What you should do. From the records below, copy each line in which the string "nodes" occurs.

Raw data.
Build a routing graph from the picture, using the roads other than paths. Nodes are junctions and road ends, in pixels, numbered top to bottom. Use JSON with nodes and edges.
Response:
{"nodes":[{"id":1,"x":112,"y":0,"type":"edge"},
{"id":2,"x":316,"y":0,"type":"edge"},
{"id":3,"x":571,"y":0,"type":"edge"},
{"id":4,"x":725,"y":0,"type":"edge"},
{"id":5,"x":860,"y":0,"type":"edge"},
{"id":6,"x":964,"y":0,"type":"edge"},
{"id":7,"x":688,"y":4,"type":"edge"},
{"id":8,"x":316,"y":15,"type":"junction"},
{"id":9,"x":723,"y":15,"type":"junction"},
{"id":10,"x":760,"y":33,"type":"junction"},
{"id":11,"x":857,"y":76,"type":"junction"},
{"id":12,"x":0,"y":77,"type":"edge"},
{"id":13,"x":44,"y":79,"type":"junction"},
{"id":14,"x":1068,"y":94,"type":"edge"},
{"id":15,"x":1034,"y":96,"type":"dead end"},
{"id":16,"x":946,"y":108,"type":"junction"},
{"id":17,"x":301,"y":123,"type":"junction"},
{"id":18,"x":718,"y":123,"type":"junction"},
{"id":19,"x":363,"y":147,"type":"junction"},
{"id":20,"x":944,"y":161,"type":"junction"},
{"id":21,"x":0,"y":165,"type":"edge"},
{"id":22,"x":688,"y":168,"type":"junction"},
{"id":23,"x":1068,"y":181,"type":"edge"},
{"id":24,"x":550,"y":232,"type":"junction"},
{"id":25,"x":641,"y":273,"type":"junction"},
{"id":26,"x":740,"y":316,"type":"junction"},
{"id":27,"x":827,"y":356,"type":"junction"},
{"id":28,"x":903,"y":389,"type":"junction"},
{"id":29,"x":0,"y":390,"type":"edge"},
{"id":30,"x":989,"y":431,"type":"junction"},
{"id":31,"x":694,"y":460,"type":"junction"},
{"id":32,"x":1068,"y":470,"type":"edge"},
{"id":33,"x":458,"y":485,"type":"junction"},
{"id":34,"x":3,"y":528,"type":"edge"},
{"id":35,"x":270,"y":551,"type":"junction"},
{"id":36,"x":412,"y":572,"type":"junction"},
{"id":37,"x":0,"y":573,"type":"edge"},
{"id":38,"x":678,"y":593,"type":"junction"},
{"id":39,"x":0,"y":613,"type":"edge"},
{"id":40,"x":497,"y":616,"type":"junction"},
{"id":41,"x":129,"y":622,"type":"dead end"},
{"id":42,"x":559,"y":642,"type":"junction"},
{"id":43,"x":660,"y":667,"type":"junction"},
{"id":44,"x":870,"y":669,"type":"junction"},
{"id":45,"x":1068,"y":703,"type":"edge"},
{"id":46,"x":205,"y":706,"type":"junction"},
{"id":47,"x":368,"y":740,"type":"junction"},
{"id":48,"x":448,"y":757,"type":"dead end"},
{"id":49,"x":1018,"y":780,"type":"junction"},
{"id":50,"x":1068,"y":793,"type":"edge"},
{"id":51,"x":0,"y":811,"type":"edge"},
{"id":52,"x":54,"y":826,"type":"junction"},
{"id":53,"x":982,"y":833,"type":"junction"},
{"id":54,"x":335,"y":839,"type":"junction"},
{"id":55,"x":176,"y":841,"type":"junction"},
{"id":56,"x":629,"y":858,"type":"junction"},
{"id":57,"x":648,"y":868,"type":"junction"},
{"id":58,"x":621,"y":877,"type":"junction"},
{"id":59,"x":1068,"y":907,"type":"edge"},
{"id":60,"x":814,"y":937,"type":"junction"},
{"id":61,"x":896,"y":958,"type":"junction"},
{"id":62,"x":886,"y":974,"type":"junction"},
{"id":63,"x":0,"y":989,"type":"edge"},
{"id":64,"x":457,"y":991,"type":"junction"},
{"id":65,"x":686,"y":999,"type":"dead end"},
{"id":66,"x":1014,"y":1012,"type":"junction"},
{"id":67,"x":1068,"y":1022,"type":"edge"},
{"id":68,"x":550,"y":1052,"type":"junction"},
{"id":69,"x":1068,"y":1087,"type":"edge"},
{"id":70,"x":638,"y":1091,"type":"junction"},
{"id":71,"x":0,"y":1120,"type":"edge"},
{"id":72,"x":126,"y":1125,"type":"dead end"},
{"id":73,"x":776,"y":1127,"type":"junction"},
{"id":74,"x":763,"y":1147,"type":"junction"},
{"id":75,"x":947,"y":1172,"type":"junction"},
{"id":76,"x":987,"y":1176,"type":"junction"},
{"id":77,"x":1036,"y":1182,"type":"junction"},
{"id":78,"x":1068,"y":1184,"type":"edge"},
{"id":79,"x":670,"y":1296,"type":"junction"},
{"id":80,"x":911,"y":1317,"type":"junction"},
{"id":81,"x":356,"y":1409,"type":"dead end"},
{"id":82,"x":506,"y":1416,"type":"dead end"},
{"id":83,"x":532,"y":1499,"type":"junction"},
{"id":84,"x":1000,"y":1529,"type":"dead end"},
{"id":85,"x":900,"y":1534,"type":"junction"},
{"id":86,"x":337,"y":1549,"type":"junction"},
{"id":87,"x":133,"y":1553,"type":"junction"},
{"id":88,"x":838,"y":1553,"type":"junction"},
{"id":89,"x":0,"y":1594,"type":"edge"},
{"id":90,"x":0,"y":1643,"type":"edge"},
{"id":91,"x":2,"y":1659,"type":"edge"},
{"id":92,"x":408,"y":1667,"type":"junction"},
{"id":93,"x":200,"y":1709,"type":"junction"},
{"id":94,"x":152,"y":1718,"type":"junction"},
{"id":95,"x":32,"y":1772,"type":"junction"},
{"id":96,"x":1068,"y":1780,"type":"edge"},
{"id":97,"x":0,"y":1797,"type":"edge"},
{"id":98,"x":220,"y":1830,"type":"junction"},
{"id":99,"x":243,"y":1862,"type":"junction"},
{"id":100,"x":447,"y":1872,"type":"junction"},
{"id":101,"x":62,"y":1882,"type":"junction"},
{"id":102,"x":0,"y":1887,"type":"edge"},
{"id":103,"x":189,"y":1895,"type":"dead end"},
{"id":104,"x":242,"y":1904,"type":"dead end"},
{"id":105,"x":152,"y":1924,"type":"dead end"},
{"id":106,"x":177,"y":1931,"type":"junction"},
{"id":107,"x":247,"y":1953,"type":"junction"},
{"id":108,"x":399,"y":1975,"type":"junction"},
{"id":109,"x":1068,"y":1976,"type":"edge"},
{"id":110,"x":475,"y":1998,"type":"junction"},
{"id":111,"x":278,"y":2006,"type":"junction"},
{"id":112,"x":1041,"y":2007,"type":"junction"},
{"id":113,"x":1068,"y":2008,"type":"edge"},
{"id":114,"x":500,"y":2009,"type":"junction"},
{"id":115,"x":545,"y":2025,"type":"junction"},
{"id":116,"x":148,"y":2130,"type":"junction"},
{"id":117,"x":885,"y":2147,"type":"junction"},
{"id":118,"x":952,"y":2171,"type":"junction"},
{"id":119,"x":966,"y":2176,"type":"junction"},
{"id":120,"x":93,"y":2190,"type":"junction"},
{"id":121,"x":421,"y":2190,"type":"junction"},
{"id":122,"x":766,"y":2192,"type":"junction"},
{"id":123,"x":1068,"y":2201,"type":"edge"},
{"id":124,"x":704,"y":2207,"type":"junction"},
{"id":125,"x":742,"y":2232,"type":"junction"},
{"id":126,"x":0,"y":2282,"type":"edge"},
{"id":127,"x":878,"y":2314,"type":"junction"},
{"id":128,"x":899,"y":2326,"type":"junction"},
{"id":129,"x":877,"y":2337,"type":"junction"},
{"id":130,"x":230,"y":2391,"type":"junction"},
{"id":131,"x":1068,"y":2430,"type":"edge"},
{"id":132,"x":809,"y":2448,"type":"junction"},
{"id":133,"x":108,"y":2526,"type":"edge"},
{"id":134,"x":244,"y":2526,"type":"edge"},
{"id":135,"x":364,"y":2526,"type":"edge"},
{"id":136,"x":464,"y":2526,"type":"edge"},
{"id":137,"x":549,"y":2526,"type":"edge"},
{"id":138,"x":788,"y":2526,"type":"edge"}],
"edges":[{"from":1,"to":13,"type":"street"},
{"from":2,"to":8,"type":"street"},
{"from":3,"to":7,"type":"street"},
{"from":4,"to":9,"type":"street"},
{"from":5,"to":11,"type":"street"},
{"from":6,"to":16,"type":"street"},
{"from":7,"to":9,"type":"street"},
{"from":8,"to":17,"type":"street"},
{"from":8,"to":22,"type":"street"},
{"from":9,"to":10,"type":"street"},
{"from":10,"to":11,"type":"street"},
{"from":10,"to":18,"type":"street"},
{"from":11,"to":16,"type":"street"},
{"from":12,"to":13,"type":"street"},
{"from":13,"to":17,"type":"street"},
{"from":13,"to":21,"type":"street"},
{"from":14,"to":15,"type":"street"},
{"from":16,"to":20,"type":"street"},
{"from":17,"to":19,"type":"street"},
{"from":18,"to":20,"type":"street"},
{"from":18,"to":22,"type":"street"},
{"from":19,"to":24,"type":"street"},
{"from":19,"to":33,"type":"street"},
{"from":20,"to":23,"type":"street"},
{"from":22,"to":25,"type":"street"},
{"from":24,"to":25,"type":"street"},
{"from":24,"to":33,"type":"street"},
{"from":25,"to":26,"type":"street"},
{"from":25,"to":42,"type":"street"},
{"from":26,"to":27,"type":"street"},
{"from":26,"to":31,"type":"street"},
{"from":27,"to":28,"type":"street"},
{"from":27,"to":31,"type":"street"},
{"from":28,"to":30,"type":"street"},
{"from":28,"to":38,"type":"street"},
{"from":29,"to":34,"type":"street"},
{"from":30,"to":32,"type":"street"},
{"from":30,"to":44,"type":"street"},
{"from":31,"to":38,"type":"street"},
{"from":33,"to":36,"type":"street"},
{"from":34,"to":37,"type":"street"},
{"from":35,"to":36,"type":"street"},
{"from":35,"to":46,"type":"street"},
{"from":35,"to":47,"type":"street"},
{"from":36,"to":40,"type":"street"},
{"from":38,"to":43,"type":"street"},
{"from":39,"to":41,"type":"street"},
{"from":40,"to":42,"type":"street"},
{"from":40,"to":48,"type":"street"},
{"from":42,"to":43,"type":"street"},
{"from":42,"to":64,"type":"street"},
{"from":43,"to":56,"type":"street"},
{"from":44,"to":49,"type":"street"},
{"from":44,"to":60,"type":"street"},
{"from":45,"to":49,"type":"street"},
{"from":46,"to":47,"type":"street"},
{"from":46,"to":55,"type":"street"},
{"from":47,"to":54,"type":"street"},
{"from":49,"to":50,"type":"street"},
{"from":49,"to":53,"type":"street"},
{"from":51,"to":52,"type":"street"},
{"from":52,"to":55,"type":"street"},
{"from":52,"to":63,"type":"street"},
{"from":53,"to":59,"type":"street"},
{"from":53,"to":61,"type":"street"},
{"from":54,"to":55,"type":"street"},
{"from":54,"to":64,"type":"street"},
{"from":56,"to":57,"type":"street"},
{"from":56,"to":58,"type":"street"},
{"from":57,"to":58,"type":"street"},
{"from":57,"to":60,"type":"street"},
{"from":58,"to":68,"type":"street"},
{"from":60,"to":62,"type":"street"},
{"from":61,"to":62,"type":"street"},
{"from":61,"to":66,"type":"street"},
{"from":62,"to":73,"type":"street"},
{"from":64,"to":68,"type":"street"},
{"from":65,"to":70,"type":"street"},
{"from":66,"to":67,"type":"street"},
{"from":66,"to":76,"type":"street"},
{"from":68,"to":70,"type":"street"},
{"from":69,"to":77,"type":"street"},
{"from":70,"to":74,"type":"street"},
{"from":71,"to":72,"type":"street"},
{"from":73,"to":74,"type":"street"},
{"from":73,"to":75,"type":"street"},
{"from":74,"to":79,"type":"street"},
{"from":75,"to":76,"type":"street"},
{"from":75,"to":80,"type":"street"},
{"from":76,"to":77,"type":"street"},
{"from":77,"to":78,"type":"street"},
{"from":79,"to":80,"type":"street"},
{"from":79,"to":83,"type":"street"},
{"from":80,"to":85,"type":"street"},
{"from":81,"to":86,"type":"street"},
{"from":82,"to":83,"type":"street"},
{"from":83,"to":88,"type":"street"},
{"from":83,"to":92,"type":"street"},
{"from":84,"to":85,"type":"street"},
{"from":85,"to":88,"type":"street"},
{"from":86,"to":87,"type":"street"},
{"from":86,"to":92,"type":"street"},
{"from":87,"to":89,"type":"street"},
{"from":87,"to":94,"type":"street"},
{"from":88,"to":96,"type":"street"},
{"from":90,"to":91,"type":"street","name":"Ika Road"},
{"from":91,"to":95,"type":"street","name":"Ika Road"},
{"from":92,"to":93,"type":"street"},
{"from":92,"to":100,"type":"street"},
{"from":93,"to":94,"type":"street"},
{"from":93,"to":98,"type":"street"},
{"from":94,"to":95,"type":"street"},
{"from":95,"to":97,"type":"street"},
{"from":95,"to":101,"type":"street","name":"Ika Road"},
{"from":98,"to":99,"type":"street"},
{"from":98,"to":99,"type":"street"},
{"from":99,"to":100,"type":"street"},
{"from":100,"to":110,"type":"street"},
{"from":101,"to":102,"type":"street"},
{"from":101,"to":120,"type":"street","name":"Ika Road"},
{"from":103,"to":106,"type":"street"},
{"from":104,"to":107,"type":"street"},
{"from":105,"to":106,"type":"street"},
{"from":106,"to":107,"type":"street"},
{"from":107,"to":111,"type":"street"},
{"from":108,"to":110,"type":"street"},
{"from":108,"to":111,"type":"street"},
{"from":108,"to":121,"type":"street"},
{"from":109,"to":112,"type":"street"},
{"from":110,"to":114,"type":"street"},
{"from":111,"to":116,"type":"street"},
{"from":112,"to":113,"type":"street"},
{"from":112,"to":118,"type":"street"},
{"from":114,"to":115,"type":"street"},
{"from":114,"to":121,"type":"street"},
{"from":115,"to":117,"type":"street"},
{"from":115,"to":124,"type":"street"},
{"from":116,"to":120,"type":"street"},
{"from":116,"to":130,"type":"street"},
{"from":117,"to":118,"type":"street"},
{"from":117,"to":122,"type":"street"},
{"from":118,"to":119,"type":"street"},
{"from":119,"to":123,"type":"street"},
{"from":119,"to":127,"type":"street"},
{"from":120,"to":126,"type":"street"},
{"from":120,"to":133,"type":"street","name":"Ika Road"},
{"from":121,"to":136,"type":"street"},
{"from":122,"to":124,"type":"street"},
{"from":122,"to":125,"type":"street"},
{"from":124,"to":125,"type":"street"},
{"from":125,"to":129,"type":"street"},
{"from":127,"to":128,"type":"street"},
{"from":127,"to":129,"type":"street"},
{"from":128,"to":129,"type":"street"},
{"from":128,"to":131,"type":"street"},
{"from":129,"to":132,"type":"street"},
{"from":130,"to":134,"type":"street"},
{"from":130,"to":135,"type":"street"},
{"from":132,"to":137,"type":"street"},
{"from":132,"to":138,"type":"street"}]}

Task answer.
Build a routing graph from the picture, using the roads other than paths. Nodes are junctions and road ends, in pixels, numbered top to bottom. Use JSON with nodes and edges.
{"nodes":[{"id":1,"x":112,"y":0,"type":"edge"},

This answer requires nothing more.